Lately, Cole Hamels has pitched like the guy we saw in 2008. Last year he admittedly wasn't in great shape to start the season, and he vowed to not let that happen again. So far he appears to have kept his word. He has been stronger and more consistent in 2010. On Saturday, his fastball hit 96 MPH- markedly better than the 93 MPH he was topping out at in October.
While he appears the be in better shape, the changes aren't purely physical, they're also mechanical.

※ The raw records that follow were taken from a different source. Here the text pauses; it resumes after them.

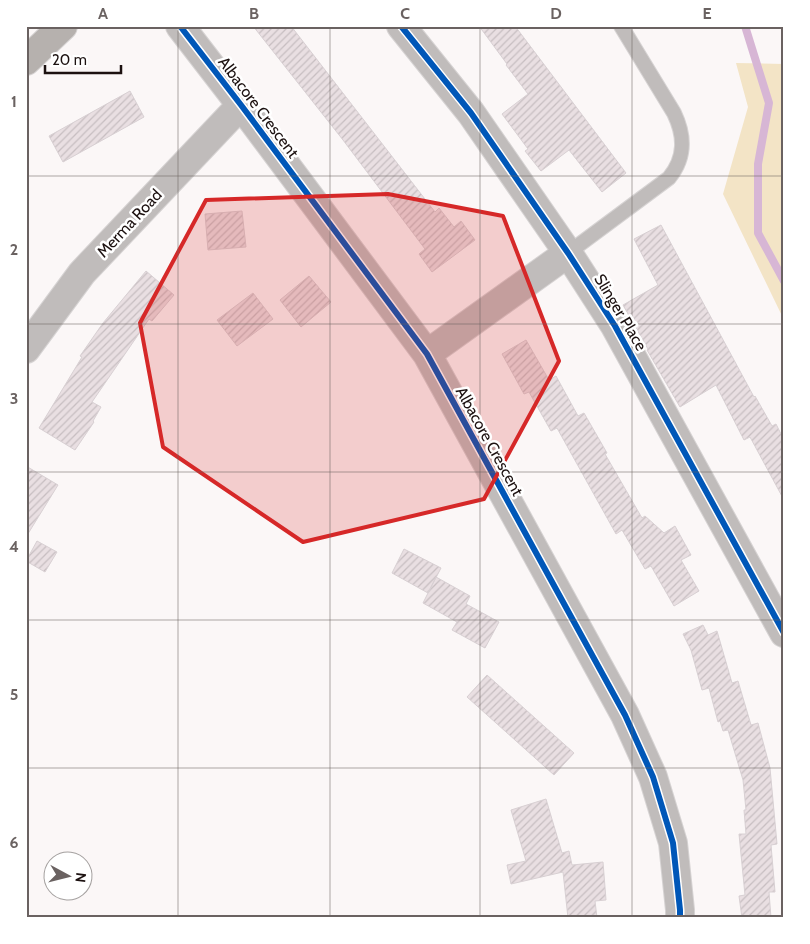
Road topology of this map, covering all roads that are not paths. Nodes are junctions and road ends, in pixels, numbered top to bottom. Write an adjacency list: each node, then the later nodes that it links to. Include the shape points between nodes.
1 (63, 26): 5 (street)
2 (180, 26): 6 (street, Albacore Crescent)
3 (402, 26): 7 (street, Slinger Place, via 471,113)
4 (621, 26): 7 (lane, via 674,112 680,127 680,160 669,178)
5 (26, 60)
6 (241, 105): 8 (street, Merma Road, via 82,273); 9 (street, Albacore Crescent)
7 (568, 253): 9 (street); 10 (street, Slinger Place, via 615,326)
8 (26, 349)
9 (427, 354): 11 (street, Albacore Crescent, via 625,715 653,777 673,843)
10 (784, 634)
11 (680, 918)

We took screen shots from Hamels' outing in Game 2 of last year's NLDS against the Rockies, and compared them to ones from June 7th, the game Hamels threw seven no-hit innings. What we found are noticable differences in his release and follow through. Crashburn Alley posted an article that verifies what these photos show. Hamels is releasing the ball at a lower point, more towards the left-handed batter's box in 2010, and he using a more balanced follow through to create power.
Pics after the jump.
October on the left, June on the right.
Here is the release. This is the most important part of the delivery, because it affects location of the ball. Few things to notice here. First, his arm in 2010 (although slightly cut off by the green screen) is lower and more of a 3/4 arm throw. Crashburn Alley backs this claim up. Second, and perhaps most importantly, he is using his legs to drive and stride towards home plate. Notice that his back leg (left) is still pushing off the rubber as he releases, compared to last year when his foot was already in the air- this means less power was coming from his legs in October, and that he was using his upper body to sling the ball towards home plate. The result? Both of these pitchers were fastballs, and the pitch on the left was 91 MPH, compared to 94 MPH on the right.

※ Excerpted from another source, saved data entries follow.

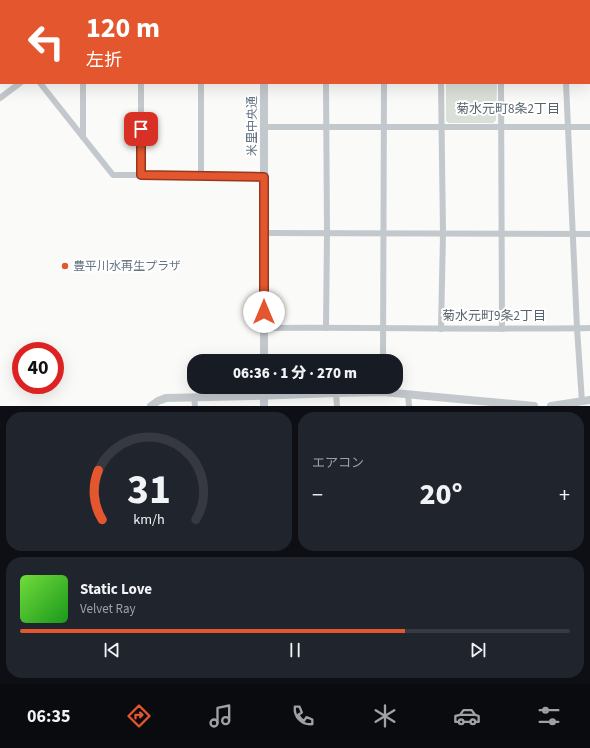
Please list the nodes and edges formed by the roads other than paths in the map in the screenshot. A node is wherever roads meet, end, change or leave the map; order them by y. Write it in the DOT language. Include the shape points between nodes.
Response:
graph roads {
  1 [pos="19,84"];
  2 [pos="41,84"];
  3 [pos="83,84"];
  4 [pos="141,84"];
  5 [pos="201,84"];
  6 [pos="264,84"];
  7 [pos="326,84"];
  8 [pos="384,84"];
  9 [pos="441,84"];
  10 [pos="501,84"];
  11 [pos="566,84"];
  12 [pos="0,98"];
  13 [pos="384,126"];
  14 [pos="264,127"];
  15 [pos="326,127"];
  16 [pos="441,127"];
  17 [pos="501,127"];
  18 [pos="568,127"];
  19 [pos="590,127"];
  20 [pos="83,137"];
  21 [pos="141,175"];
  22 [pos="201,175"];
  23 [pos="264,177"];
  24 [pos="264,233"];
  25 [pos="326,233"];
  26 [pos="384,233"];
  27 [pos="443,234"];
  28 [pos="502,234"];
  29 [pos="573,234"];
  30 [pos="590,234"];
  31 [pos="264,328"];
  32 [pos="326,328"];
  33 [pos="383,328"];
  34 [pos="577,328"];
  35 [pos="590,328"];
  36 [pos="442,329"];
  37 [pos="502,329"];
  38 [pos="264,354"];
  39 [pos="383,354"];
  40 [pos="403,393"];
  41 [pos="312,394"];
  42 [pos="336,394"];
  43 [pos="408,394"];
  44 [pos="264,396"];
  45 [pos="194,397"];
  46 [pos="586,401"];
  47 [pos="485,404"];
  48 [pos="151,406"];
  49 [pos="195,406"];
  50 [pos="264,406"];
  51 [pos="337,406"];
  52 [pos="409,406"];
  53 [pos="534,406"];
  54 [pos="551,406"];
  1 -- 12 [label="street"];
  2 -- 20 [label="street"];
  3 -- 20 [label="street"];
  4 -- 21 [label="street"];
  5 -- 22 [label="street"];
  6 -- 14 [label="street, 米里中央通"];
  7 -- 15 [label="street"];
  8 -- 13 [label="street"];
  9 -- 16 [label="street"];
  10 -- 17 [label="street"];
  11 -- 18 [label="street"];
  13 -- 15 [label="street"];
  13 -- 16 [label="street"];
  13 -- 26 [label="street"];
  14 -- 15 [label="street"];
  14 -- 23 [label="street, 米里中央通"];
  15 -- 25 [label="street"];
  16 -- 17 [label="street"];
  16 -- 27 [label="street"];
  17 -- 18 [label="street"];
  17 -- 28 [label="street"];
  18 -- 19 [label="street"];
  18 -- 29 [label="street"];
  20 -- 21 [label="street" via="113,175"];
  21 -- 22 [label="street"];
  22 -- 23 [label="street"];
  23 -- 24 [label="street, 米里中央通"];
  24 -- 25 [label="street"];
  24 -- 31 [label="street, 米里中央通"];
  25 -- 26 [label="street"];
  25 -- 32 [label="street"];
  26 -- 27 [label="street"];
  26 -- 33 [label="street"];
  27 -- 28 [label="street"];
  27 -- 36 [label="street"];
  28 -- 29 [label="street"];
  28 -- 37 [label="street"];
  29 -- 30 [label="street"];
  29 -- 34 [label="street"];
  31 -- 32 [label="street"];
  31 -- 38 [label="street, 米里中央通"];
  32 -- 33 [label="street"];
  33 -- 36 [label="street"];
  33 -- 39 [label="street"];
  34 -- 35 [label="street"];
  34 -- 37 [label="street"];
  34 -- 46 [label="street"];
  36 -- 37 [label="street"];
  40 -- 43 [label="street"];
  41 -- 44 [label="street"];
  42 -- 51 [label="street"];
  43 -- 47 [label="street"];
  43 -- 52 [label="street"];
  44 -- 45 [label="street"];
  44 -- 50 [label="street"];
  45 -- 48 [label="street" via="166,398"];
  45 -- 49 [label="street"];
  46 -- 54 [label="street"];
  47 -- 53 [label="street"];
}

It's important to note that his back leg remained on the rubber for a few split seconds after this screen cap, as he really is holding the drive longer in 2010. You can also see that he has slightly better balance, and a much lower center of gravity for power.
There are not too many differences in his follow through, but again, he appears to be better balanced in 2010. You can see more of his number 35 in October, showing that he is a bit twisted. In June, he is more squared up to home plate and has his left leg in better position to plant should he need to field the ball. The screen caps don't show it, but his leg shoots up off the mound much more violently in 2010, that is likely coming from his more powerful push off.
Perhaps the most telling and obvious difference between October and June is his follow through. In October, he was falling off to the right side of the mound, seemingly off-balance. This could stem from the fact that he was using more upper body to "whip" the ball towards home plate, instead of driving it straight with his lower half. In June, he is falling off to the left side of the mound, leading him into a 3-point stance that is squared up and ready to field the ball. This has Jamie Moyer written all over it. Moyer always lands in this balanced position. He is known for constantly teaching the other players, and this adjustment has his marks all over it. Being balanced on the follow through indicates that he is in control throughout the delivery and not forcing one part of his body to catch up to another.
There's a whole lot that goes into pitching, and sometimes what works for one player, may not work for another. But what we see here are fundamental differences between Cole's delivery in October and June, leading to a more consistent pitcher in 2010.